Estudantes solicitam à PGR fiscalização das contas da UAN

Para o movimento estudantil, os valores cobrados na fase de inscrição são ilegais, porque não existe qualquer diploma legal que estipule o valor actualmente cobrado pela UAN. Para além da ilegalidade, os estudantes dizem ser alta a taxa fixada face a realidade socioeconómica que o país atravessa. Neste ano académico, a UAN está a cobrar para inscrição no exame de acesso Kz 4.000, para uma opção, e Kz 6.000 para duas opções, valores que o MEA considera exorbitantes e sugere a diminuição para Kz 1.500.

O presidente do MEA, Francisco Teixeira, disse que, para além dos valores angariados pela instituição na fase de inscrições, vão sugerir à PGR e ao Tribunal de Contas a fiscalização de outros actos praticados pela UAN. De acordo com Francisco Teixeira, no ano académico 2019 a UAN arrecadou mais de 21 milhões de Kwanzas, só no processo de inscrições, que contou com mais 46 mil candidatos para 5.095 vagas disponíveis.

“Na fase de inscrição, os candidatos não gastam nada da universidade, para além de uma cópia da ficha de inscrição. É isso que gasta 21 mil milhões?” questiona Joaquim Lutambi, outro integrante do movimento. No seu entender, a UAN devia aguardar que o órgão competente, o Ministério das Finanças, publicasse uma lei estabelecendo o valor dos emolumentos e só com a sua entrada em vigor é que as universidades públicas passariam a cobrar. Porém, o MEA alega não haver vontade do Ministério em referência de avançar com o processo, pois a 4 de Janeiro de 2019 remeteram uma solicitação para este fim e até hoje não obtiveram resposta.

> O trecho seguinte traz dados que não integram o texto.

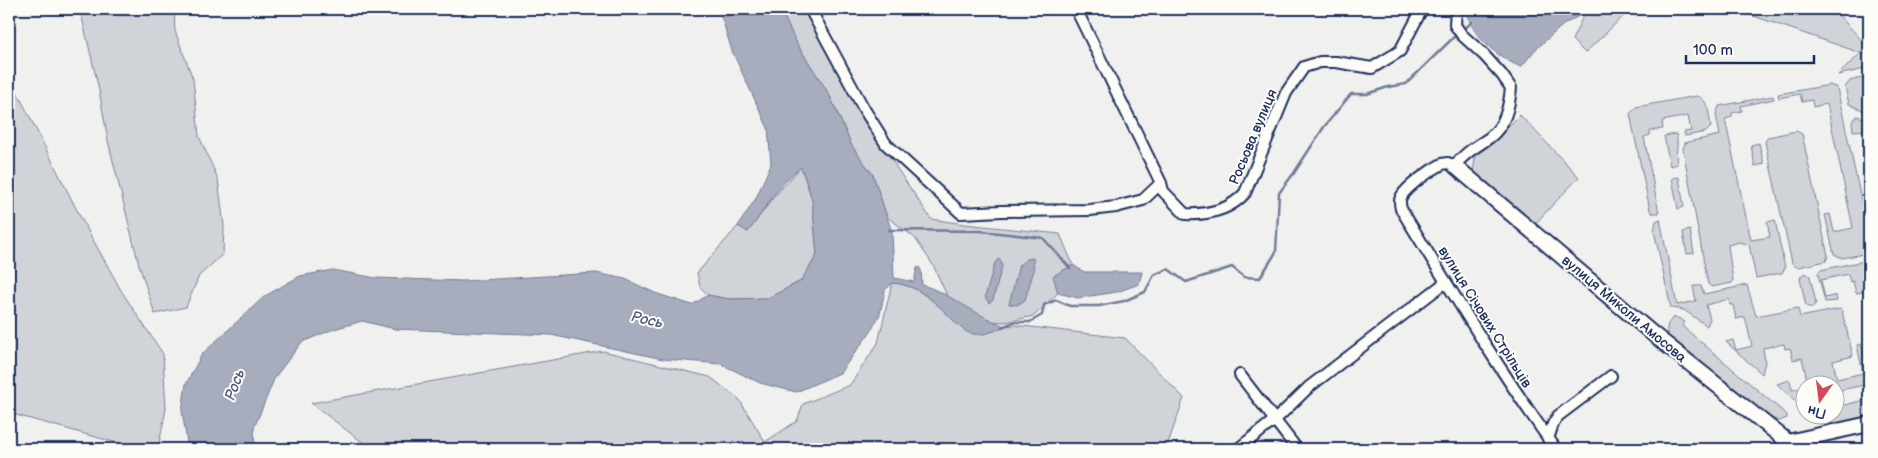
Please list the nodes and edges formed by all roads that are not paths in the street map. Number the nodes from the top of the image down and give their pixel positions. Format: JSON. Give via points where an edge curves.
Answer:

Alargar o prazo das inscrições

De acordo com o MEA, são várias as dificuldades que os estudantes angolanos de diversos subsistemas de ensino enfrentam e alegam existir pouco interesse das autoridades em sanar os referidos obstáculos, razão por que, segundo dizem, o país ainda está distante da qualidade recomendada pela UNESCO. “Não há dignidade no ensino público porque grande parte dos dirigentes meteram os seus filhos nos grandes colégios.

Até os directores da Educação têm os seus filhos nas escolas privadas”, disse Francisco Teixeira. Ante as dificuldades das instituições para fazerem as inscrições tanto no ensino geral como no universitário, o MEA sugere o alargamento do processo de inscrições para permitir que um grande número de estudantes tenha a possibilidade de acesso ao ensino.